_What the exercise asks_. Among the entries below, find the line with "middle pip: (181, 117)" and the line with "index dip: (553, 395)". Return exactly those lines and every line between them, but no pictures.

- Opening Delimiter -

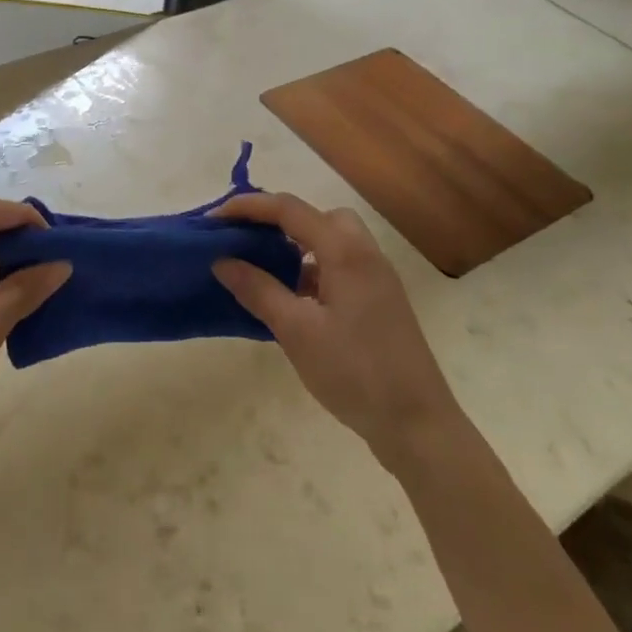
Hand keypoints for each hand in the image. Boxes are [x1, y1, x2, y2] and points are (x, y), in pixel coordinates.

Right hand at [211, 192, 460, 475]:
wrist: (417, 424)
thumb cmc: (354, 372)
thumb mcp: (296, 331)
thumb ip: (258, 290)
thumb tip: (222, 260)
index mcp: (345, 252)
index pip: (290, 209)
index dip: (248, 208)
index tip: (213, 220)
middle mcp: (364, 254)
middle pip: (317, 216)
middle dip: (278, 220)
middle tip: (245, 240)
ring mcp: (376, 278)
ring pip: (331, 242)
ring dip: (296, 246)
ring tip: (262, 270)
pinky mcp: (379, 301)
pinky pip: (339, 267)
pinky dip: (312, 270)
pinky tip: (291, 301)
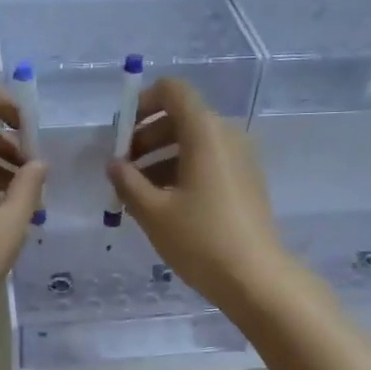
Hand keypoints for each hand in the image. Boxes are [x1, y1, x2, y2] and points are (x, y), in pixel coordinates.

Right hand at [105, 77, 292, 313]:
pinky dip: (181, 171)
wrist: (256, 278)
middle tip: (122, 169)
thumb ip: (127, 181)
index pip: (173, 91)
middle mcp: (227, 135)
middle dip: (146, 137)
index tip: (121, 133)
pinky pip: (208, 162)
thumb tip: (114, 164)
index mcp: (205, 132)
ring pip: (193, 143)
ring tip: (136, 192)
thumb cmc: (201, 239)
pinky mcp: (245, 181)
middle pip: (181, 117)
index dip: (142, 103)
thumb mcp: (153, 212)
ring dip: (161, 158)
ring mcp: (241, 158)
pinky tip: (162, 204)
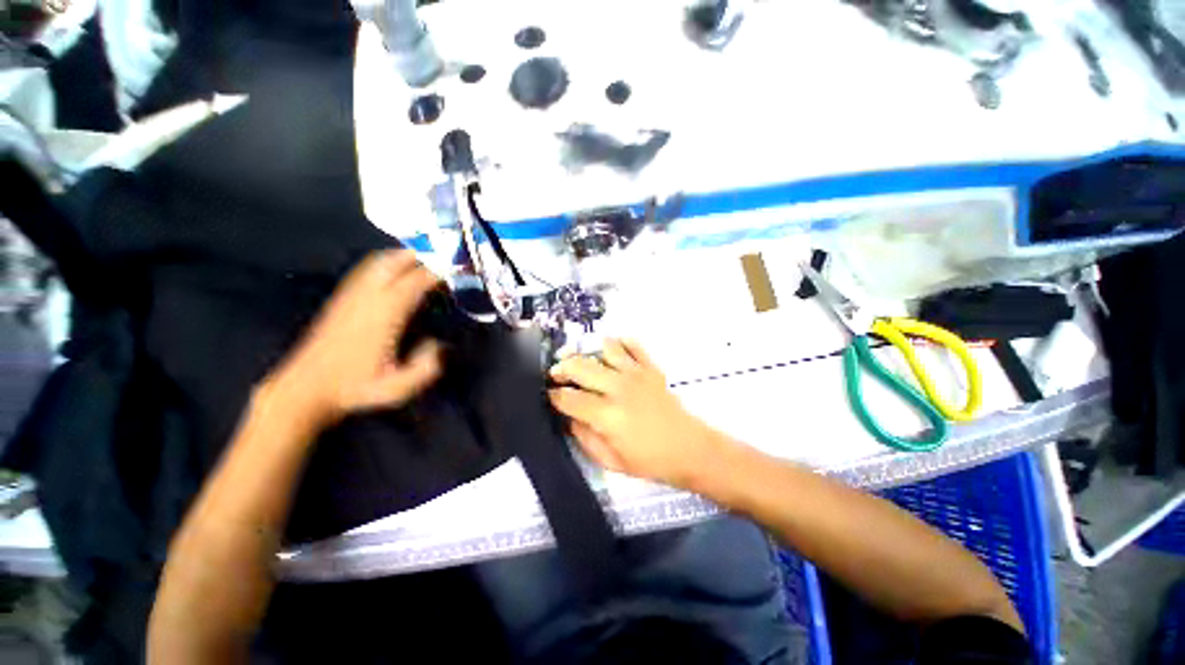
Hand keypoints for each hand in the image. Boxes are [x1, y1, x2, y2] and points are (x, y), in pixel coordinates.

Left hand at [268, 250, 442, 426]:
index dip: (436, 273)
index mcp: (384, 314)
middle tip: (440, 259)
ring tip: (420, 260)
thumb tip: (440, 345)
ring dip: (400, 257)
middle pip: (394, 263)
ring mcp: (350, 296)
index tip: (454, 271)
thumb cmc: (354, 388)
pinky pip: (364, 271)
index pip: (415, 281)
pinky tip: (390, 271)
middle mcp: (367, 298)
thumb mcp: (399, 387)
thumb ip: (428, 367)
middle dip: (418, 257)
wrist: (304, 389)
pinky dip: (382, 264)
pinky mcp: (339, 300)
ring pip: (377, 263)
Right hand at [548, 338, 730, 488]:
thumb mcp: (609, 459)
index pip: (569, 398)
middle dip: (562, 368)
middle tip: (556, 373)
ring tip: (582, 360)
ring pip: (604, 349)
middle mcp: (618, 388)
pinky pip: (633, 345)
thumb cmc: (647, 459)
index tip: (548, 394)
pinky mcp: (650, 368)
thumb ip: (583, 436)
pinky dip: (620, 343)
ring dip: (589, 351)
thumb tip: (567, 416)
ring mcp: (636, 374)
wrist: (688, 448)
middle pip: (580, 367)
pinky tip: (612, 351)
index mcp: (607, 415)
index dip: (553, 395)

- Closing Delimiter -
- Opening Delimiter -

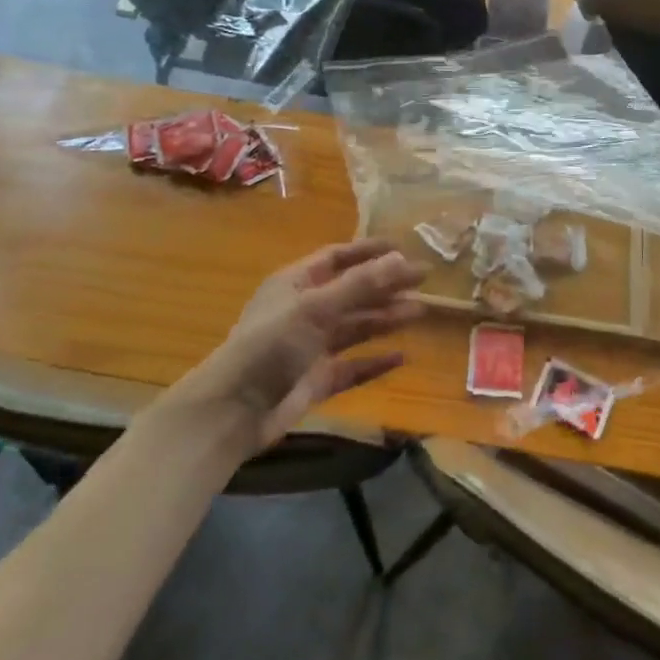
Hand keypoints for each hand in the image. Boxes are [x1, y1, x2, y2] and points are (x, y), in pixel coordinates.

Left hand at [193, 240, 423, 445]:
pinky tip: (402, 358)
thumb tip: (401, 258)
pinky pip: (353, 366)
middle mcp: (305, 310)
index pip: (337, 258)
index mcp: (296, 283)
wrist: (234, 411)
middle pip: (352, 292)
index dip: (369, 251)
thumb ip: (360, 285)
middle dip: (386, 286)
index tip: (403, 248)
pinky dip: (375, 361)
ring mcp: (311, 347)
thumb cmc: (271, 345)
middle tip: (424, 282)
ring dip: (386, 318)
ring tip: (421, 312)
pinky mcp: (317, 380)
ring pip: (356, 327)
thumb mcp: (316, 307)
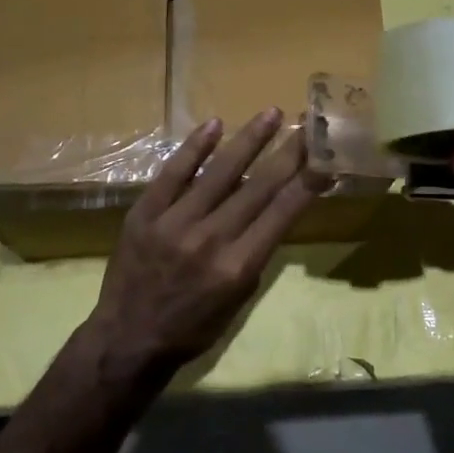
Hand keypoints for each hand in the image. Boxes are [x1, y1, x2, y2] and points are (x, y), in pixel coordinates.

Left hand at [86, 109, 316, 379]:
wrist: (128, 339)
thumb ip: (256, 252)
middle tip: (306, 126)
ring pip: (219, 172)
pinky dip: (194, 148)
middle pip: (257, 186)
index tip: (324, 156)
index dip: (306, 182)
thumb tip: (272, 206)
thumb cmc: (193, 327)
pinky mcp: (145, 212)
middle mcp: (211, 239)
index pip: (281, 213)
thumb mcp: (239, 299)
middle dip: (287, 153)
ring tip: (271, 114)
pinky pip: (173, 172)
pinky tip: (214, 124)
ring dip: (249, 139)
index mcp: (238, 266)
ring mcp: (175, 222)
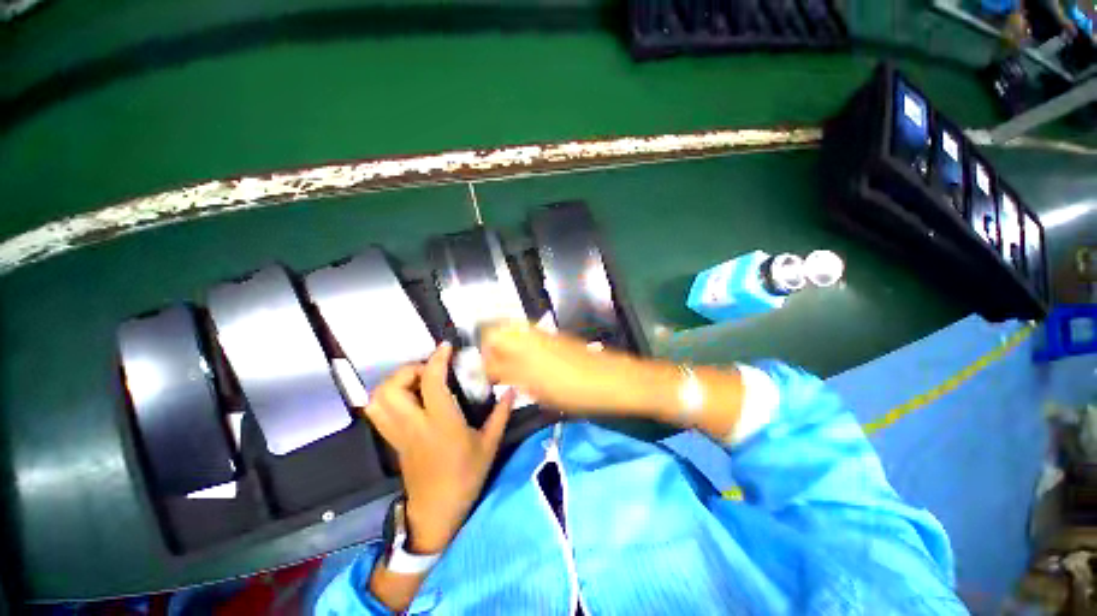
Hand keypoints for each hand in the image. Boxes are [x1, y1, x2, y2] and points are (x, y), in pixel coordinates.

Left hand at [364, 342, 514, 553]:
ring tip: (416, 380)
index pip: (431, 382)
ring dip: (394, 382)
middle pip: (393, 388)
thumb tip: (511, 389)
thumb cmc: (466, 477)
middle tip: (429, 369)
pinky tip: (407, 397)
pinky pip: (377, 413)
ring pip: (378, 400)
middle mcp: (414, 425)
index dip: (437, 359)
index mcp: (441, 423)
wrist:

- Closing Delimiter -

_Result of the task_.
middle pip: (181, 117)
index dip: (142, 103)
thumb mcp: (153, 212)
ring dip: (161, 158)
ring mcp: (241, 158)
pinky tip: (162, 204)
Hand keypoints for each hand in the image. Boxes are [x1, y1, x2, y2] and points are (x, y), in pixel coordinates.

Left hand at [268, 250, 442, 426]:
index dip: (436, 273)
index mcp: (384, 314)
middle tip: (440, 259)
ring tip: (420, 260)
thumb tip: (440, 345)
ring dip: (400, 257)
middle pip: (394, 263)
ring mcp: (350, 296)
index tip: (454, 271)
thumb cmc: (354, 388)
pinky pip: (364, 271)
index pip: (415, 281)
pinky tip: (390, 271)
middle mcp: (367, 298)
thumb mcp: (399, 387)
thumb ip: (428, 367)
middle dip: (418, 257)
wrist: (304, 389)
pinky dip: (382, 264)
pinky mcp: (339, 300)
ring pip: (377, 263)
Right hand at [548, 338, 730, 488]:
thumb mcp: (609, 459)
index pip: (569, 398)
middle dip: (562, 368)
middle tip: (556, 373)
ring tip: (582, 360)
ring pip: (604, 349)
middle mcp: (618, 388)
pinky pip: (633, 345)
thumb cmc: (647, 459)
index tip: (548, 394)
pinky mcp: (650, 368)
thumb ip: (583, 436)
pinky dip: (620, 343)
ring dip: (589, 351)
thumb tip: (567, 416)
ring mcp: (636, 374)
wrist: (688, 448)
middle pip: (580, 367)
pinky tip: (612, 351)
index mcp: (607, 415)
index dip: (553, 395)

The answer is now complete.